Australia does not have a free trade deal with the 27-nation EU.
"That doesn't mean it's a bad thing," Johnson added.
On the EU side, reactions were equally pessimistic.
"I am a bit more gloomy today, as far as I can hear," Swedish Prime Minister Stefan Lofven said at an EU summit where von der Leyen briefed the 27 leaders on her unsuccessful dinner with Johnson.
"She was not really confident that all difficulties could be resolved," said David Sassoli, president of the EU parliament that will have to approve any deal brokered.
A cliff-edge departure would threaten hundreds of thousands of jobs and cost tens of billions of dollars in commerce.
To prepare for a sudden exit on January 1, the EU on Thursday proposed four contingency measures to make sure that at least air and road traffic would continue as smoothly as possible for the next six months.
It also proposed that fishermen should still have access to each other's waters for up to a year, to limit the commercial damage of a no-deal split. The plans depend on the U.K. offering similar initiatives. The move was indicative of how the EU saw a bad breakup as ever more realistic.

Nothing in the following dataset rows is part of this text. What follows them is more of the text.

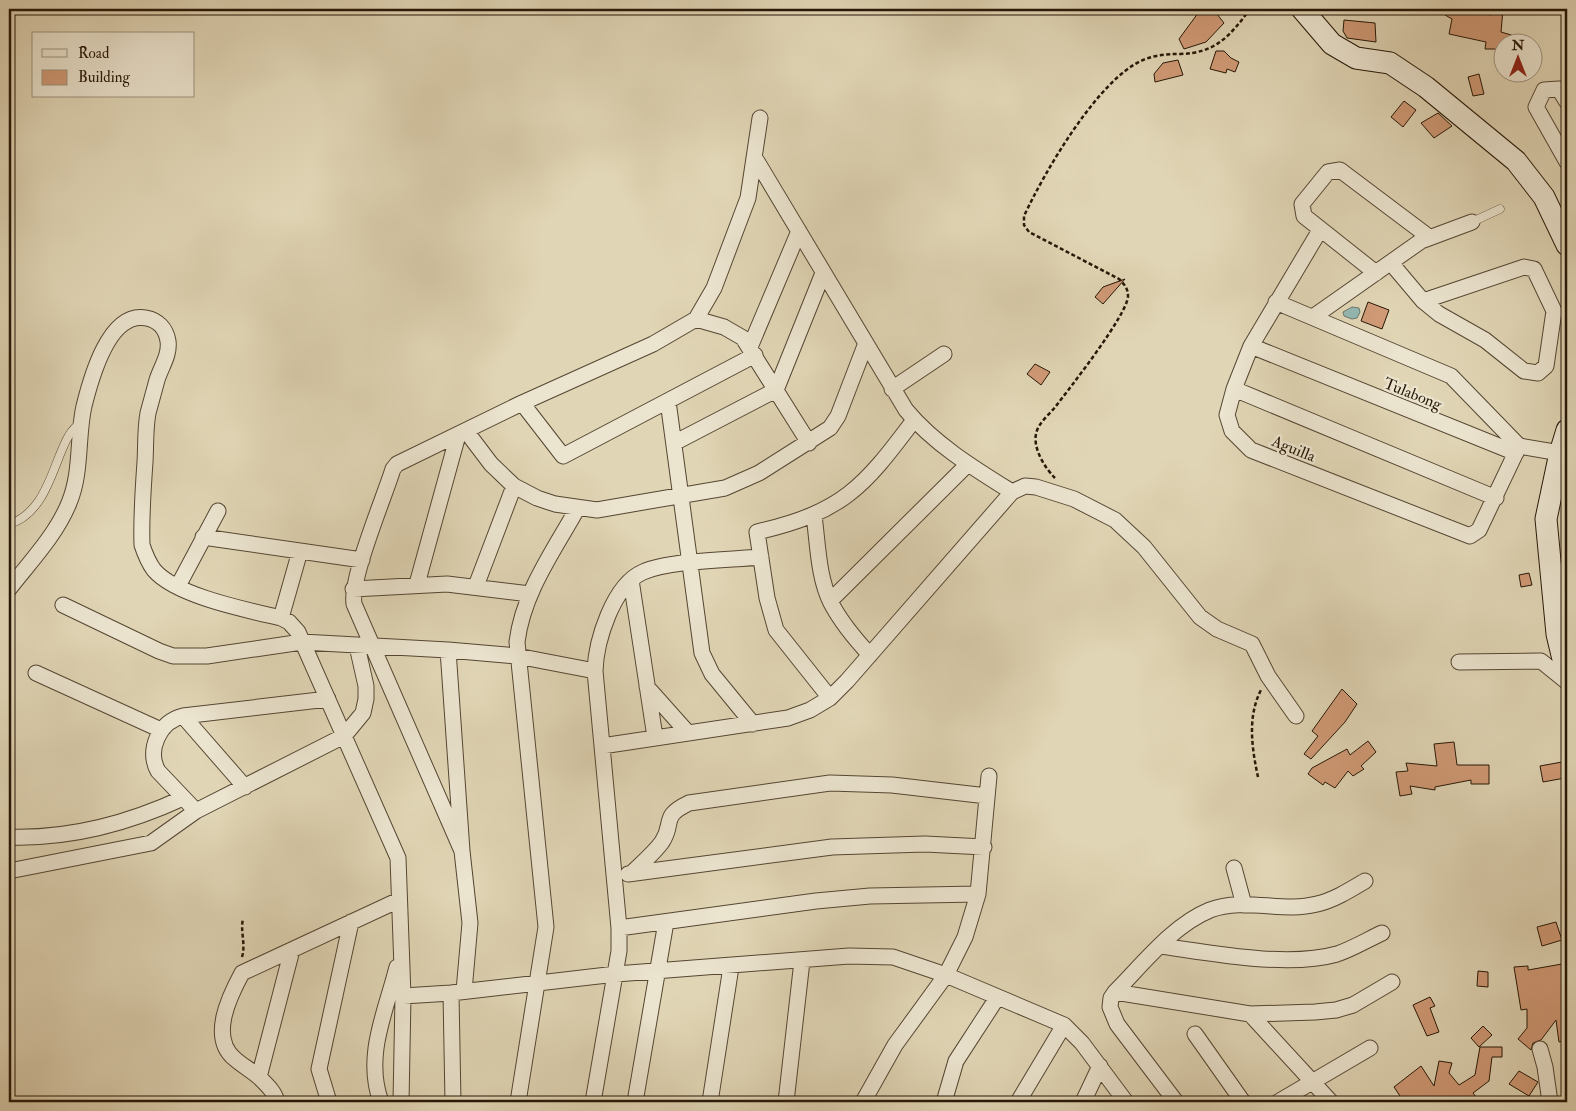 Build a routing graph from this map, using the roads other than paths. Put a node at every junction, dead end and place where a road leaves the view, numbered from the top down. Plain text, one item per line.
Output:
1 (1302, 9) edge
2 (1567, 102) edge
3 (760, 118) dead end
4 (755, 158) junction
5 (1567, 162) edge
6 (1500, 209) dead end
7 (1472, 222) joint
8 (1320, 230) junction
9 (799, 231) junction
10 (1429, 238) junction
11 (1567, 245) edge
12 (1391, 263) junction
13 (823, 273) junction
14 (1376, 273) junction
15 (1423, 301) junction
16 (1276, 302) junction
17 (1313, 317) junction
18 (696, 319) junction
19 (866, 342) junction
20 (1251, 346) junction
21 (752, 351) junction
22 (944, 354) dead end
23 (892, 389) junction
24 (1234, 389) junction
25 (776, 390) junction
26 (668, 401) junction
27 (522, 403) junction
28 (914, 420) junction
29 (82, 423) junction
30 (1567, 430) edge
31 (462, 433) junction
32 (674, 443) junction
33 (809, 443) junction
34 (1518, 450) junction
35 (1560, 453) junction
36 (968, 464) junction
37 (514, 486) junction
38 (1012, 492) junction
39 (681, 496) junction
40 (1496, 498) junction
41 (577, 509) junction
42 (218, 511) dead end
43 (814, 516) junction
44 (9, 524) edge
45 (204, 537) junction
46 (300, 551) junction
47 (761, 557) junction
48 (362, 560) junction
49 (689, 563) junction
50 (631, 580) junction
51 (417, 584) junction
52 (178, 586) junction
53 (476, 586) junction
54 (9, 589) edge
55 (353, 589) junction
56 (530, 594) junction
57 (830, 601) junction
58 (63, 605) dead end
59 (281, 618) junction
60 (302, 642) junction
61 (357, 646) junction
62 (373, 646) junction
63 (448, 650) junction
64 (870, 655) junction
65 (517, 656) junction
66 (1459, 662) dead end
67 (595, 671) junction
68 (36, 673) dead end
69 (1567, 676) edge
70 (1567, 682) edge
71 (647, 686) junction
72 (830, 698) junction
73 (328, 699) junction
74 (183, 716) junction
75 (1296, 716) dead end
76 (753, 724) junction
77 (161, 730) junction
78 (688, 733) junction
79 (344, 736) junction
80 (655, 737) junction
81 (602, 746) junction
82 (988, 776) dead end
83 (245, 787) junction
84 (987, 796) junction
85 (183, 798) junction
86 (196, 811) junction
87 (9, 837) edge
88 (984, 847) junction
89 (462, 851) junction
90 (1234, 868) dead end
91 (9, 872) edge
92 (632, 873) junction
93 (614, 875) junction
94 (1365, 881) dead end
95 (978, 894) junction
96 (399, 900) junction
97 (1244, 905) junction
98 (351, 922) junction
99 (666, 922) junction
100 (619, 928) junction
101 (1382, 933) dead end
102 (1161, 946) junction
103 (292, 950) junction
104 (802, 961) junction
105 (731, 967) junction
106 (659, 971) junction
107 (616, 974) junction
108 (946, 975) junction
109 (536, 982) junction
110 (1392, 982) dead end
111 (457, 992) junction
112 (1115, 992) junction
113 (997, 998) junction
114 (398, 1001) junction
115 (1250, 1014) junction
116 (1064, 1025) junction
117 (1195, 1034) dead end
118 (1370, 1048) dead end
119 (1540, 1049) dead end
120 (1100, 1066) junction
121 (259, 1077) junction
122 (1312, 1081) junction
123 (277, 1102) edge
124 (328, 1102) edge
125 (381, 1102) edge
126 (401, 1102) edge
127 (453, 1102) edge
128 (518, 1102) edge
129 (593, 1102) edge
130 (635, 1102) edge
131 (710, 1102) edge
132 (786, 1102) edge
133 (863, 1102) edge
134 (944, 1102) edge
135 (1018, 1102) edge
136 (1083, 1102) edge
137 (1126, 1102) edge
138 (1176, 1102) edge
139 (1243, 1102) edge
140 (1278, 1102) edge
141 (1331, 1102) edge
142 (1550, 1102) edge

1 - 11 street
2 - 5 street
3 - 4 street
4 - 9 street
4 - 18 street
6 - 7 lane
7 - 10 street
8 - 10 street
8 - 14 street
8 - 16 street, Aguilla
9 - 13 street
9 - 21 street
10 - 12 street
12 - 14 street
12 - 15 street
13 - 19 street
13 - 25 street
14 - 17 street
15 - 15 street
16 - 17 street
16 - 20 street, Aguilla
17 - 34 street
18 - 21 street
18 - 27 street
19 - 23 street
19 - 33 street
20 - 24 street, Aguilla
20 - 34 street, Tulabong
21 - 25 street
21 - 26 street
22 - 23 street
23 - 28 street
24 - 40 street
24 - 40 street, Aguilla
25 - 32 street
25 - 33 street
26 - 27 street
26 - 32 street
27 - 31 street
28 - 36 street
28 - 43 street
29 - 44 lane
29 - 52 street
29 - 54 street
30 - 35 street
31 - 37 street
31 - 48 street
31 - 51 street
32 - 39 street
33 - 39 street
34 - 35 street, Tulabong
34 - 40 street, Aguilla
35 - 69 street
36 - 38 street
36 - 57 street
37 - 41 street
37 - 53 street
38 - 64 street
38 - 75 street
39 - 41 street
39 - 49 street
41 - 56 street
42 - 45 street
43 - 47 street
43 - 57 street
45 - 46 street
45 - 52 street
46 - 48 street
46 - 59 street
47 - 49 street
47 - 72 street
48 - 55 street
49 - 50 street
49 - 76 street
50 - 67 street
50 - 71 street
51 - 53 street
51 - 55 street
52 - 59 street
53 - 56 street
55 - 62 street
56 - 65 street
57 - 64 street
58 - 60 street
59 - 60 street
60 - 61 street
60 - 73 street
61 - 62 street
61 - 79 street
62 - 63 street
62 - 89 street
63 - 65 street
63 - 89 street
64 - 72 street
65 - 67 street
65 - 109 street
66 - 70 street
67 - 81 street
68 - 77 street
71 - 78 street
71 - 80 street
72 - 76 street
73 - 74 street
73 - 79 street
74 - 77 street
74 - 83 street
76 - 78 street
77 - 85 street
78 - 80 street
79 - 83 street
79 - 96 street
80 - 81 street
81 - 93 street
82 - 84 street
83 - 86 street
84 - 88 street
84 - 92 street
85 - 86 street
85 - 87 street
86 - 91 street
88 - 92 street
88 - 95 street
89 - 111 street
90 - 97 street
92 - 93 street
93 - 100 street
94 - 97 street
95 - 99 street
95 - 108 street
96 - 98 street
96 - 114 street
97 - 102 street
98 - 103 street
98 - 124 street
99 - 100 street
99 - 106 street
100 - 107 street
101 - 102 street
102 - 112 street
103 - 121 street
103 - 121 street
104 - 105 street
104 - 108 street
104 - 132 street
105 - 106 street
105 - 131 street
106 - 107 street
106 - 130 street
107 - 109 street
107 - 129 street
108 - 113 street
108 - 133 street
109 - 111 street
109 - 128 street
110 - 115 street
111 - 114 street
111 - 127 street
112 - 115 street
112 - 138 street
113 - 116 street
113 - 134 street
114 - 125 street
114 - 126 street
115 - 122 street
116 - 120 street
116 - 135 street
117 - 139 street
118 - 122 street
119 - 142 street
120 - 136 street
120 - 137 street
121 - 123 street
122 - 140 street
122 - 141 street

Johnson warned that "yes, now is the time for the public and businesses to get ready for January 1, because, believe me, there's going to be change either way."
For months now, trade talks have faltered on Britain's insistence that as a sovereign nation it must not be bound indefinitely to EU rules and regulations — even if it wants to export freely to the bloc. That same steadfastness has marked the EU in preserving its cherished single market and seeking guarantees against a low-regulation neighbor that would be able to undercut its businesses.
After Johnson's midnight return to London, reactions were equally dim there.
U.K. Foreign Secretary Dominic Raab said the Sunday deadline was a "moment of finality" — though he added "you can never say never entirely."
In four years of talks on the U.K.'s departure terms and a future trade relationship, such self-imposed deadlines have been broken repeatedly since Britain voted to leave the EU.
January 1 is different because the U.K. has made the 11-month transition since its January 31 official departure legally binding.
"There are big ideological, substantive and policy gaps that need to be bridged," said Mujtaba Rahman, Europe managing director for the Eurasia Group. "They're so far apart and the time is so limited now."
A no-deal split would bring tariffs and other barriers that would hurt both sides, although most economists think the British economy would take a greater hit because the U.K. does almost half of its trade with the bloc.
Months of trade talks have failed to bridge the gaps on three issues — fishing rights, fair-competition rules and the governance of future disputes.
While both sides want a deal, they have fundamentally different views of what it entails. The EU fears Britain will slash social and environmental standards and pump state money into U.K. industries, becoming a low-regulation economic rival on the bloc's doorstep — hence the demand for strict "level playing field" guarantees in exchange for access to its markets.